In realtà, le possibilità di una rivoluzione socialista in Italia erano inconsistenti per due diverse
ragioni:
- in primo luogo la classe operaia non costituiva la maggioranza
- in secondo luogo il movimento operaio era profondamente diviso: molti operai erano cattolici, riformisti, repubblicani e non credevano nella rivoluzione socialista
Le agitazioni operaie produssero da un lato risultati economici positivi (miglioramenti nel salario e
nelle condizioni di lavoro) dall’altro effetti politici negativi: spaventarono fortemente la borghesia,
il ceto medio, i piccoli borghesi che cominciavano a costituire una classe sociale decisamente
numerosa. Il timore di una possibile rivoluzione li avrebbe presto spinti ad appoggiare il fascismo di
Benito Mussolini.
A livello politico, la guerra aveva cambiato tante cose e i mutamenti intervenuti ebbero precisi
riflessi sulla composizione del nuovo Parlamento. Il Partito socialista ottenne 156 deputati in
confronto ai 48 del 1913, il Partito popolare ne ebbe 100 in confronto ai 33 cattolici eletti nel 1913.
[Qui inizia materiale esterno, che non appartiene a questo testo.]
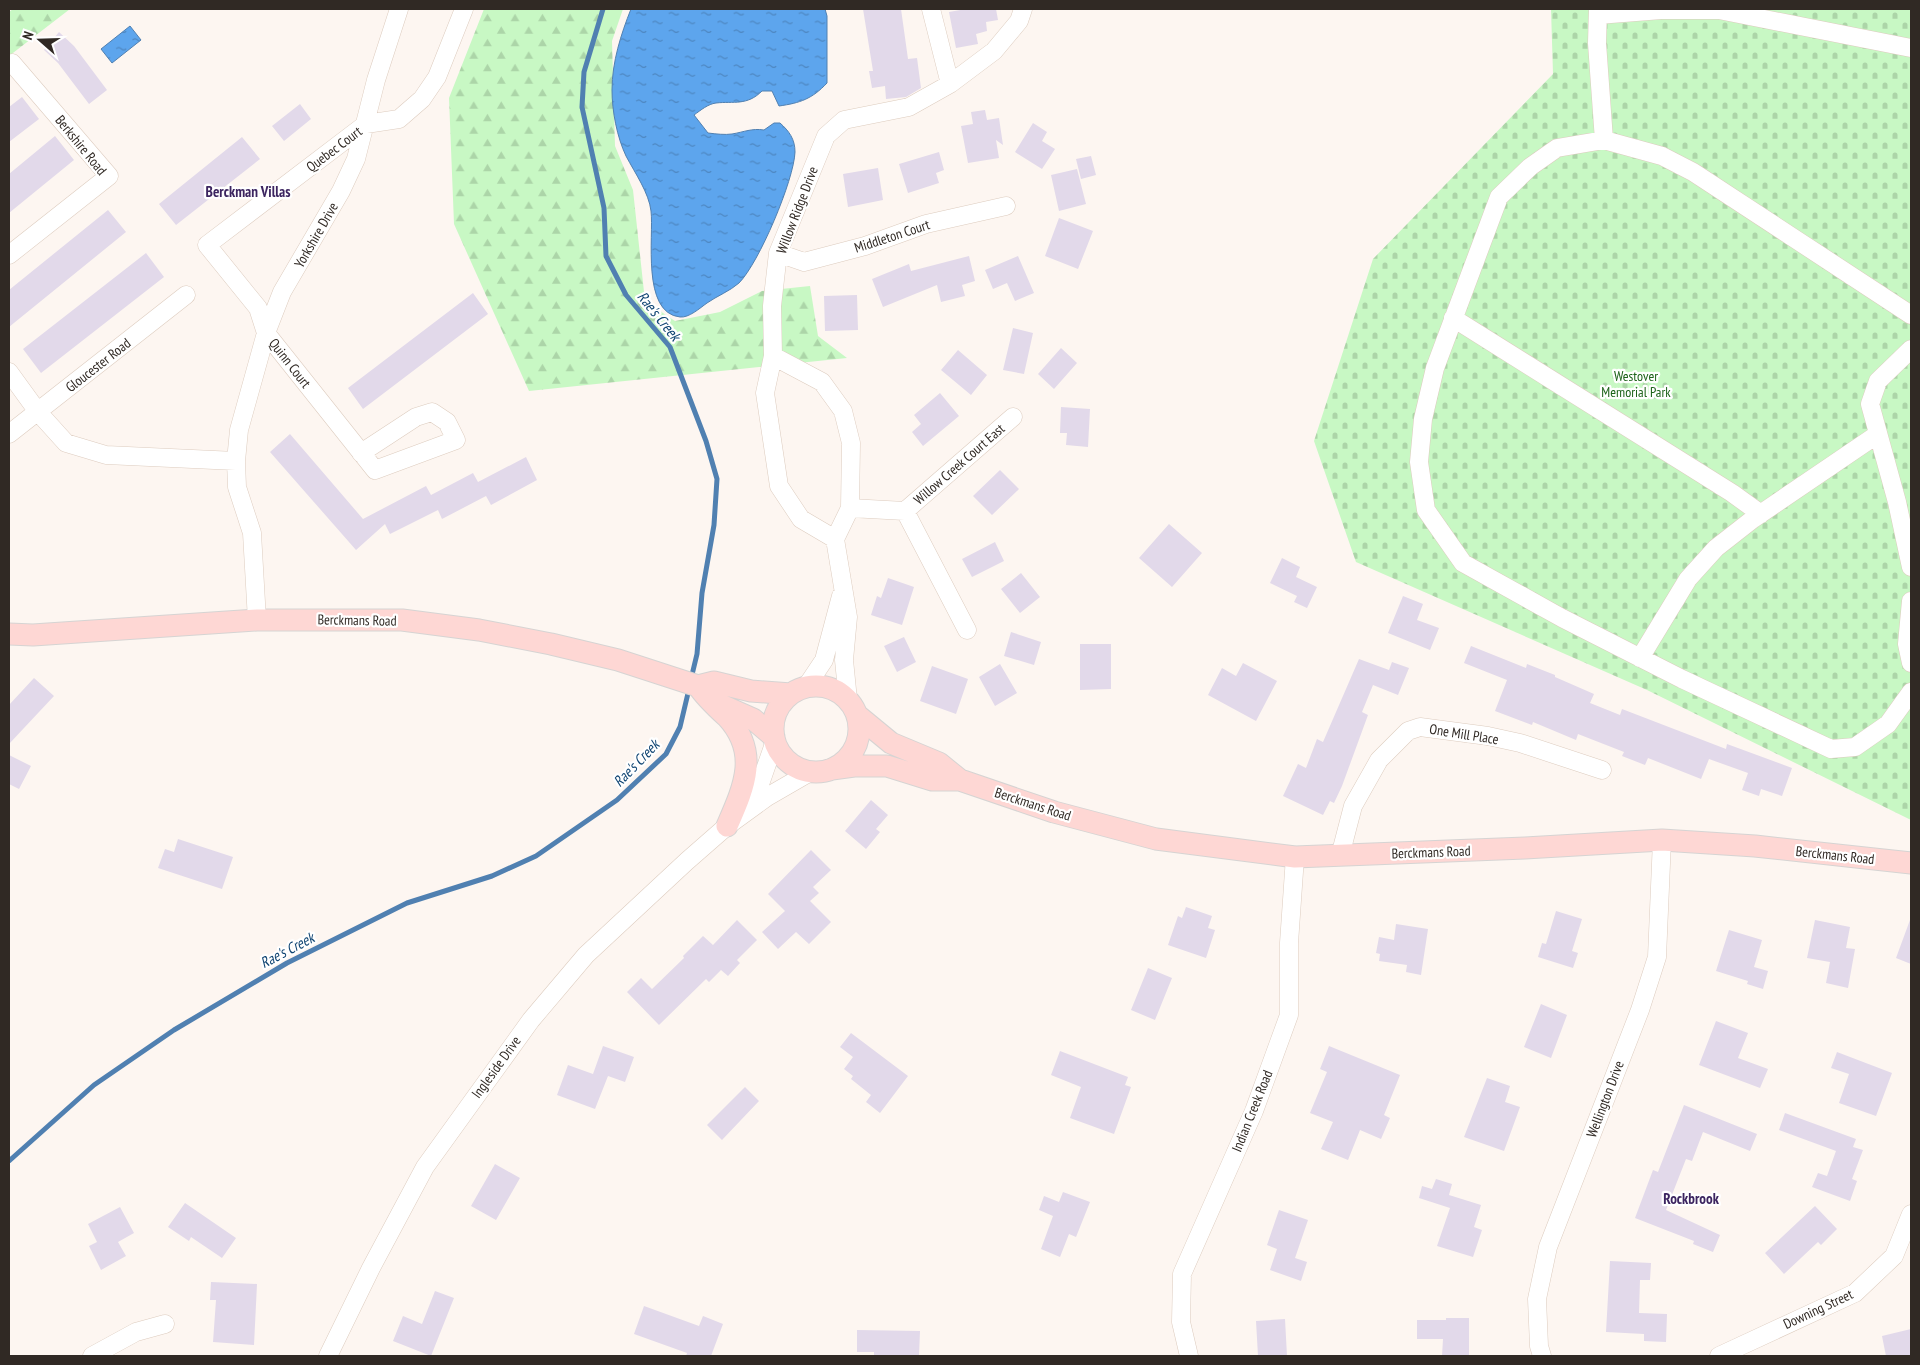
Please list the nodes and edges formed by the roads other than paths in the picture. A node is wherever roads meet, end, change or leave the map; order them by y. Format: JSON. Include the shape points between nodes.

I liberali persero la maggioranza. Avevano infatti ottenuto poco più di 200 deputati rispetto agli
oltre 300 eletti nel 1913. Poiché nessun partito aveva la maggioranza per governare, sarebbero stati
necessari degli accordi solidi e duraturi fra forze politiche diverse. Questo risultato però non fu
raggiunto. Le nuove elezioni, tenute nel 1921, non cambiarono sostanzialmente le cose. I governi
che nacquero da questi parlamenti divisi furono così sempre più deboli sostenuti da maggioranze
instabili.
In questa situazione confusa cominciò a trovare spazio il movimento fascista, fondato da Benito
Mussolini. Mussolini era stato dapprima socialista. Era poi divenuto nazionalista e sostenitore
dell’intervento italiano nella prima Guerra mondiale. Personaggio ambizioso, non legato a progetti e
programmi politici definitivi, Mussolini raccolse sempre maggiori consensi facendo leva sia sulle
emozioni e paure di molti italiani, sia sugli interessi economici di una parte della società, ottenne
l’appoggio dei nazionalisti (che parlavano, a proposito degli esiti della guerra, di «vittoria
mutilata») e quello decisivo della classe dirigente, dei proprietari terrieri, dei piccoli borghesi
moderati, intimoriti dalla propaganda rivoluzionaria.
2. IL BIENNIO ROSSO
Nel clima acceso del biennio rosso, Mussolini fece della violenza un uso sistematico (costituzione di effettive bande di uomini armati). I continui richiami a uno Stato autoritario e la sua costante propaganda contro il Parlamento ebbero successo, anche per la debolezza estrema degli ultimi governi liberali.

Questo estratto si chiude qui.